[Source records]
=====

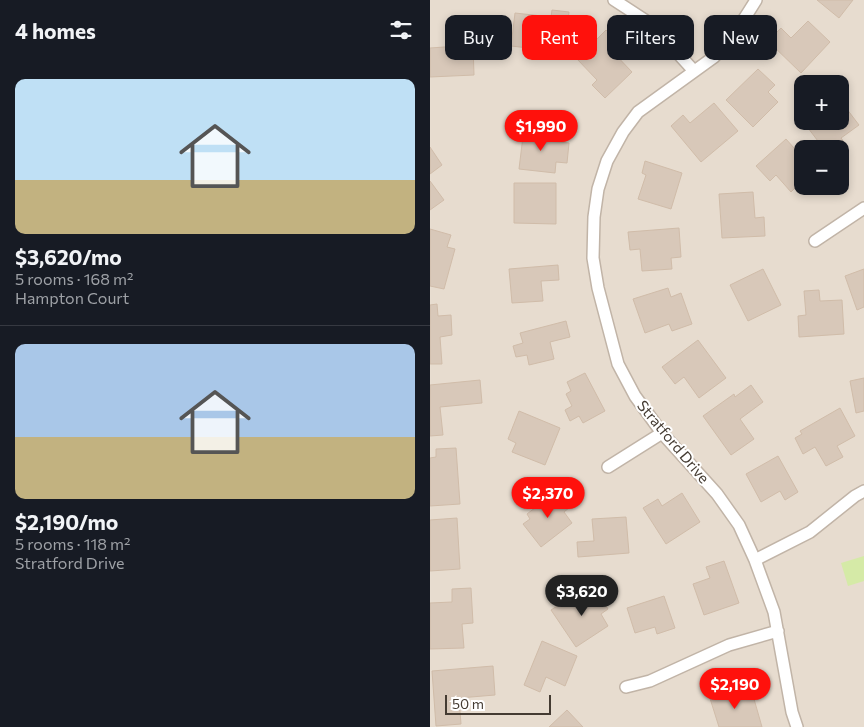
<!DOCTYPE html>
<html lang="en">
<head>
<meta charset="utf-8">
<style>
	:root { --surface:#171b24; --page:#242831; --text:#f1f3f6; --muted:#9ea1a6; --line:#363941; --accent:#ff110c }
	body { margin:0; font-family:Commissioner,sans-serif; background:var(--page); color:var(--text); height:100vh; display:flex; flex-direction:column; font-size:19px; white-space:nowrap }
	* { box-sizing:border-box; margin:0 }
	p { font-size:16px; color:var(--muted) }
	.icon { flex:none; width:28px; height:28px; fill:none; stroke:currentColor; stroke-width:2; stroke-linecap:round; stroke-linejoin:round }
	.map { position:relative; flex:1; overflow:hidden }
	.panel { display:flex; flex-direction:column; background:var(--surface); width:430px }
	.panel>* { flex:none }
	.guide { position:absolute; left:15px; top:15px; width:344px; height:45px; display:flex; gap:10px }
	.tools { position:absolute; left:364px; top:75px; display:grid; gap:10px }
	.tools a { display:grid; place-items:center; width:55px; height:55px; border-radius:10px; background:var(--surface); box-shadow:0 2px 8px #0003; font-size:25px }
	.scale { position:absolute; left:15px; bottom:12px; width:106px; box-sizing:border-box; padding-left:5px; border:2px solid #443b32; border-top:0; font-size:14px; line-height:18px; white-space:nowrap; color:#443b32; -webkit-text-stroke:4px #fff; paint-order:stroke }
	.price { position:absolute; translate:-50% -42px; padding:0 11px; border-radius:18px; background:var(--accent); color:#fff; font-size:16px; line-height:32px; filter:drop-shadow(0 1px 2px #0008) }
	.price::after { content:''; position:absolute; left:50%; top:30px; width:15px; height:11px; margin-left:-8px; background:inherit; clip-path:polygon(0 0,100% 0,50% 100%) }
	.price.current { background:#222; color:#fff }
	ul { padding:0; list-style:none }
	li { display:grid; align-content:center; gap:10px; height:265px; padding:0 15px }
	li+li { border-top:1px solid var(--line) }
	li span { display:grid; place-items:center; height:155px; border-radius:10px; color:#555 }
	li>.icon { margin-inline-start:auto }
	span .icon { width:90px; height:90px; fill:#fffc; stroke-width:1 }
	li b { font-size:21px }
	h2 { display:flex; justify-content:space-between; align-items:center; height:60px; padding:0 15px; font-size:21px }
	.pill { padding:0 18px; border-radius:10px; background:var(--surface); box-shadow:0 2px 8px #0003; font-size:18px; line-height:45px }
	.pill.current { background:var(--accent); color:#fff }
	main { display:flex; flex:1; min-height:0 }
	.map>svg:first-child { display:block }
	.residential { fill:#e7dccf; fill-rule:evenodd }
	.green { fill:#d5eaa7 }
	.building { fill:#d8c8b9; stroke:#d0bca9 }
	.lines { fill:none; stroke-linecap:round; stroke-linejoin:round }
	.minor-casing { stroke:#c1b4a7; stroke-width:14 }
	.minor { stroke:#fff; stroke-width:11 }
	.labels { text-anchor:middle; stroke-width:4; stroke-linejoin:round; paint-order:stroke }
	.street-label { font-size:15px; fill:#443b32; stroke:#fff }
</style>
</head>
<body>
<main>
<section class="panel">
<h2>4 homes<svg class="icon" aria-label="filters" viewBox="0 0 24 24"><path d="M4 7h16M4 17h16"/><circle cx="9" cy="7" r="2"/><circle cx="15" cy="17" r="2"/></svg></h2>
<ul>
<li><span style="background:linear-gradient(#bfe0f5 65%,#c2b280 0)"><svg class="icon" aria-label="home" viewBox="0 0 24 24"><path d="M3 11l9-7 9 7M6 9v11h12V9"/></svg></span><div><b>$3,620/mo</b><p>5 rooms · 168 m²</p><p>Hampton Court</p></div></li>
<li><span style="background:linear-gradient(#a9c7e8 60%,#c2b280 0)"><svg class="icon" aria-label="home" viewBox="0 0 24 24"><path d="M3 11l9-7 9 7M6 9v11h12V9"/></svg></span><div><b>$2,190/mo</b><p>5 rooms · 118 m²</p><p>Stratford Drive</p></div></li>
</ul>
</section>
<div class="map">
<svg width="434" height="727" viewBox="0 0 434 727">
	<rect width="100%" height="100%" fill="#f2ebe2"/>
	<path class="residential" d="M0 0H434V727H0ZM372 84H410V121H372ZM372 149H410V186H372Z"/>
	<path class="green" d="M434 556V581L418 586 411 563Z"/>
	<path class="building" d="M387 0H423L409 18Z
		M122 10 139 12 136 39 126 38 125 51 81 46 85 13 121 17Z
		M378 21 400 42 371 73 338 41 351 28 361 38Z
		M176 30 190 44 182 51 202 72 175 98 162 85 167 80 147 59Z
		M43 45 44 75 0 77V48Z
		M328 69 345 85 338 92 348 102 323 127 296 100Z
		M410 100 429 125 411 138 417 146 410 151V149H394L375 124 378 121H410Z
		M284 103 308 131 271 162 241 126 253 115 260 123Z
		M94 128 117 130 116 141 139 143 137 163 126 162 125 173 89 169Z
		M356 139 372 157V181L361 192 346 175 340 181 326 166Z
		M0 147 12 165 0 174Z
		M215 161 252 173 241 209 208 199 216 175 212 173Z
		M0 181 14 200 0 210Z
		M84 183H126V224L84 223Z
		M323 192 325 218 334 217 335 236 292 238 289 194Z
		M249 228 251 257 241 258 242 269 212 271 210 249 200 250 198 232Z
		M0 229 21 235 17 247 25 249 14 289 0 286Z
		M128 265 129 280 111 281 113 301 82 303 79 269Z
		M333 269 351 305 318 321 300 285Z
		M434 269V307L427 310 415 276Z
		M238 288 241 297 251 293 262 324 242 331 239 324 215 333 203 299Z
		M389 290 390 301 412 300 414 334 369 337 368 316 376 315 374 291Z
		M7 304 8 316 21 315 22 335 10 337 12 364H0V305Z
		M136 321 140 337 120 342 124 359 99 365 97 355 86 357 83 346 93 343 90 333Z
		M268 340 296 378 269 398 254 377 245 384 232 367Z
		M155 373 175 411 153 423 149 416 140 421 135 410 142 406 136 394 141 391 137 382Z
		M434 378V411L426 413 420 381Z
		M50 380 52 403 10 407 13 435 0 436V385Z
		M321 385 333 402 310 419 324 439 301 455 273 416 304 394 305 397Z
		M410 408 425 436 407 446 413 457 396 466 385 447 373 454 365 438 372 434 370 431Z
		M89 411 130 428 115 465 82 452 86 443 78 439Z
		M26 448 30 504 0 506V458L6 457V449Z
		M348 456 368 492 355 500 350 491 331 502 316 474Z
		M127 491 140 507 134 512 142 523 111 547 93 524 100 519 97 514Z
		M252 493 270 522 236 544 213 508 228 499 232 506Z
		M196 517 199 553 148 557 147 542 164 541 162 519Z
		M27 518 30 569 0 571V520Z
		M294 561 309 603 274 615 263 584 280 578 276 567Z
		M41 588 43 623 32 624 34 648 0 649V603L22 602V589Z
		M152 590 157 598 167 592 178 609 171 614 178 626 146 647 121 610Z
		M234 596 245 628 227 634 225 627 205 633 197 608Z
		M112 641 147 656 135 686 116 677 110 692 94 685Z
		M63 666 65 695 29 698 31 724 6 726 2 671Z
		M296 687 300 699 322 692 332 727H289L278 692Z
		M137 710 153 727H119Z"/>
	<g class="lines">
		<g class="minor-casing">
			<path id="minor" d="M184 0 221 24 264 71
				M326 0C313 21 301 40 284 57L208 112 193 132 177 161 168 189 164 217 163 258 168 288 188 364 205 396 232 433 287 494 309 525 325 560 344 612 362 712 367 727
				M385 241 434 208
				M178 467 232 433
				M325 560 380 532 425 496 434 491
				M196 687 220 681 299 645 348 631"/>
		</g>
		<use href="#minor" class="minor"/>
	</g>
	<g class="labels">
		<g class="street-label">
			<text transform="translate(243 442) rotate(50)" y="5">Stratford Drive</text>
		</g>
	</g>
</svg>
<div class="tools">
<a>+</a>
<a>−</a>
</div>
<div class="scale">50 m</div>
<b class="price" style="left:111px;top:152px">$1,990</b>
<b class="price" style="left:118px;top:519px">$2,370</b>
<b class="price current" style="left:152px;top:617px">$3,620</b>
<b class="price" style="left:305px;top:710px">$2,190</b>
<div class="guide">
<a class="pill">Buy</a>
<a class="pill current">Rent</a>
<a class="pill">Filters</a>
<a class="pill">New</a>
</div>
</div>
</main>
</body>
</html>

=====

[Exercise brief] The expected result is an exact transcription of the lines from the one containing "M27 518 30 569 0 571V520Z" through the end of the records above; please include both ends.

[Task output]
		M27 518 30 569 0 571V520Z
		M294 561 309 603 274 615 263 584 280 578 276 567Z
		M41 588 43 623 32 624 34 648 0 649V603L22 602V589Z
		M152 590 157 598 167 592 178 609 171 614 178 626 146 647 121 610Z
		M234 596 245 628 227 634 225 627 205 633 197 608Z
		M112 641 147 656 135 686 116 677 110 692 94 685Z
		M63 666 65 695 29 698 31 724 6 726 2 671Z
		M296 687 300 699 322 692 332 727H289L278 692Z
		M137 710 153 727H119Z"/>
	<g class="lines">
		<g class="minor-casing">
			<path id="minor" d="M184 0 221 24 264 71
				M326 0C313 21 301 40 284 57L208 112 193 132 177 161 168 189 164 217 163 258 168 288 188 364 205 396 232 433 287 494 309 525 325 560 344 612 362 712 367 727
				M385 241 434 208
				M178 467 232 433
				M325 560 380 532 425 496 434 491
				M196 687 220 681 299 645 348 631"/>
		</g>
		<use href="#minor" class="minor"/>
	</g>
	<g class="labels">
		<g class="street-label">
			<text transform="translate(243 442) rotate(50)" y="5">Stratford Drive</text>
		</g>
	</g>
</svg>
<div class="tools">
<a>+</a>
<a>−</a>
</div>
<div class="scale">50 m</div>
<b class="price" style="left:111px;top:152px">$1,990</b>
<b class="price" style="left:118px;top:519px">$2,370</b>
<b class="price current" style="left:152px;top:617px">$3,620</b>
<b class="price" style="left:305px;top:710px">$2,190</b>
<div class="guide">
<a class="pill">Buy</a>
<a class="pill current">Rent</a>
<a class="pill">Filters</a>
<a class="pill">New</a>
</div>
</div>
</main>
</body>
</html>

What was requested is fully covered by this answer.